WHAT THE TASK ASKS:
Among the lines of data below, reproduce only those from the one with "pinky dip: (540, 148)" through the one with "index dip: (812, 288)", exactly as they stand, both ends included.

PROVIDED DATA:
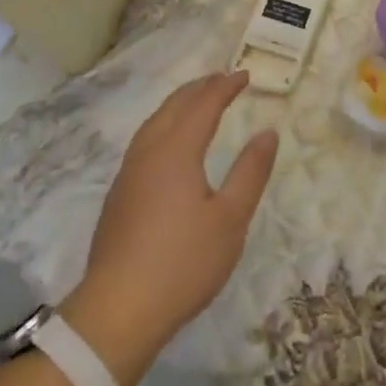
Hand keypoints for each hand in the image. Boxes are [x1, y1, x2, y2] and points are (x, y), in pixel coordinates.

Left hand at [61, 72, 276, 385]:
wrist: (118, 310)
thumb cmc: (183, 262)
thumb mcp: (230, 218)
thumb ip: (250, 172)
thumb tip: (267, 133)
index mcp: (176, 150)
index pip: (203, 104)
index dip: (225, 86)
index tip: (245, 75)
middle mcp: (148, 152)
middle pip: (174, 106)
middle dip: (200, 88)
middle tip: (223, 79)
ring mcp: (128, 174)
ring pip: (154, 122)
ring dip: (179, 104)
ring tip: (197, 102)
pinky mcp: (119, 196)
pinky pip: (144, 141)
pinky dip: (164, 125)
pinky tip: (169, 143)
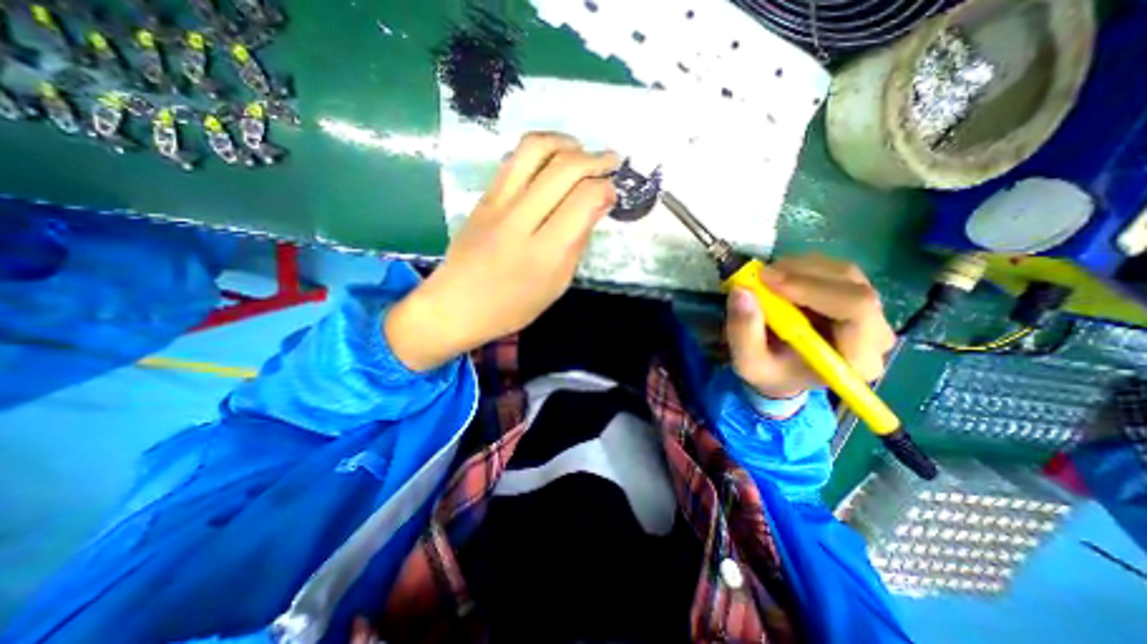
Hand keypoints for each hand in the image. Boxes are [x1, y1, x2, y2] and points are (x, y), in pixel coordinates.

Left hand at [385, 133, 618, 369]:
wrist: (455, 305)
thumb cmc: (512, 307)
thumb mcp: (556, 286)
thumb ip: (577, 244)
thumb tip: (596, 206)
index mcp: (544, 253)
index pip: (583, 200)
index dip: (605, 188)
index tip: (612, 192)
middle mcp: (521, 221)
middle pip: (563, 169)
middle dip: (595, 158)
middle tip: (611, 162)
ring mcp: (497, 205)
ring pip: (534, 150)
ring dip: (565, 142)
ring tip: (581, 150)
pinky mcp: (483, 198)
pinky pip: (513, 159)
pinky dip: (540, 148)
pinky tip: (552, 158)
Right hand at [725, 254, 893, 399]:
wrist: (783, 371)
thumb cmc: (770, 372)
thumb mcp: (748, 362)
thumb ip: (744, 332)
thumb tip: (741, 291)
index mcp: (857, 358)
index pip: (855, 309)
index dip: (812, 288)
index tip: (768, 281)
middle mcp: (874, 332)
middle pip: (850, 285)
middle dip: (800, 274)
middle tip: (759, 276)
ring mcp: (869, 310)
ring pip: (840, 272)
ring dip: (797, 269)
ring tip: (764, 281)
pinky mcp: (854, 294)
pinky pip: (832, 269)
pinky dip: (799, 267)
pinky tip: (778, 280)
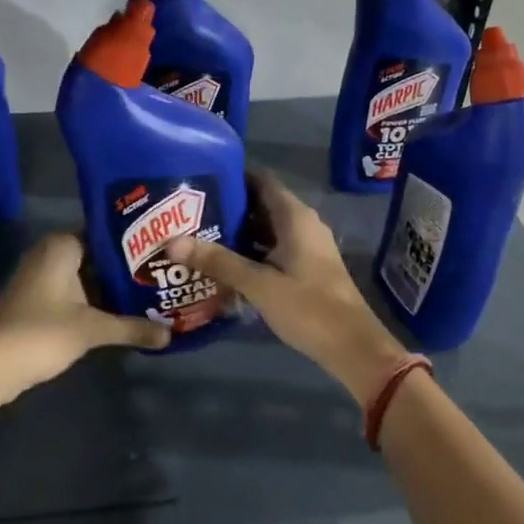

EXERCISE RESULT:
pinky dip: (540, 148)
pinky tip: (552, 158)
Right hand at [725, 254, 893, 399]:
wrist: (783, 371)
thumb cmc: (770, 372)
thumb mcp: (748, 362)
thumb ip: (744, 332)
thumb tip: (741, 291)
index mcp: (857, 358)
index pip: (855, 309)
index dip: (812, 288)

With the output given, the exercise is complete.